Start of EXERCISE DATA
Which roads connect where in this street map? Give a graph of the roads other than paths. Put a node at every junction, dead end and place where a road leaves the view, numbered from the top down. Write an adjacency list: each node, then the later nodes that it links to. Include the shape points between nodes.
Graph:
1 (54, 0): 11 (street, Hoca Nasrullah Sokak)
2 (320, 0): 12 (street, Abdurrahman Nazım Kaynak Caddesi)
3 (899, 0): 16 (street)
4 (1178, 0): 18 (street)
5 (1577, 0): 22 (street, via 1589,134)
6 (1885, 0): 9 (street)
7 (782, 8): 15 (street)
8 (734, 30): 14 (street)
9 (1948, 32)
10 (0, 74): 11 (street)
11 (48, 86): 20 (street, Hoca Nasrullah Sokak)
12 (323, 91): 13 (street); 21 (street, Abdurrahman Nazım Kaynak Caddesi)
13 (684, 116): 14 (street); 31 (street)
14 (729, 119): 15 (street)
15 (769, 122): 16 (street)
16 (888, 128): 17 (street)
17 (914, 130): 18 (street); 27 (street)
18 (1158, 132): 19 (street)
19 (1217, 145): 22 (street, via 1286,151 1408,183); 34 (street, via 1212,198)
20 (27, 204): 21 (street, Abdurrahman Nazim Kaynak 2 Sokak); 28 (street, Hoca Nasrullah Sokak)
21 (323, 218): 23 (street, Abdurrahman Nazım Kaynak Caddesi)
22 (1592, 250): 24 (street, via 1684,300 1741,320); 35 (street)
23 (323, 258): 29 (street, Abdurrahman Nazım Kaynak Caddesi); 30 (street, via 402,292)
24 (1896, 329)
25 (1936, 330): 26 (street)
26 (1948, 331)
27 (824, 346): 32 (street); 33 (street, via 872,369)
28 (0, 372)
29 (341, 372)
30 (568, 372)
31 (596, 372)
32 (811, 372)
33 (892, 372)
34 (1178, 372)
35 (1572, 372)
End of EXERCISE DATA
PROBLEM REQUIREMENTS. After reading the listing, copy it out exactly and in full.

ANSWER FOR THE TASK.
Which roads connect where in this street map? Give a graph of the roads other than paths. Put a node at every junction, dead end and place where a road leaves the view, numbered from the top down. Write an adjacency list: each node, then the later nodes that it links to. Include the shape points between nodes.
Graph:
1 (54, 0): 11 (street, Hoca Nasrullah Sokak)
2 (320, 0): 12 (street, Abdurrahman Nazım Kaynak Caddesi)
3 (899, 0): 16 (street)
4 (1178, 0): 18 (street)
5 (1577, 0): 22 (street, via 1589,134)
6 (1885, 0): 9 (street)
7 (782, 8): 15 (street)
8 (734, 30): 14 (street)
9 (1948, 32)
10 (0, 74): 11 (street)
11 (48, 86): 20 (street, Hoca Nasrullah Sokak)
12 (323, 91): 13 (street); 21 (street, Abdurrahman Nazım Kaynak Caddesi)
13 (684, 116): 14 (street); 31 (street)
14 (729, 119): 15 (street)
15 (769, 122): 16 (street)
16 (888, 128): 17 (street)
17 (914, 130): 18 (street); 27 (street)
18 (1158, 132): 19 (street)
19 (1217, 145): 22 (street, via 1286,151 1408,183); 34 (street, via 1212,198)
20 (27, 204): 21 (street, Abdurrahman Nazim Kaynak 2 Sokak); 28 (street, Hoca Nasrullah Sokak)
21 (323, 218): 23 (street, Abdurrahman Nazım Kaynak Caddesi)
22 (1592, 250): 24 (street, via 1684,300 1741,320); 35 (street)
23 (323, 258): 29 (street, Abdurrahman Nazım Kaynak Caddesi); 30 (street, via 402,292)
24 (1896, 329)
25 (1936, 330): 26 (street)
26 (1948, 331)
27 (824, 346): 32 (street); 33 (street, via 872,369)
28 (0, 372)
29 (341, 372)
30 (568, 372)
31 (596, 372)
32 (811, 372)
33 (892, 372)
34 (1178, 372)
35 (1572, 372)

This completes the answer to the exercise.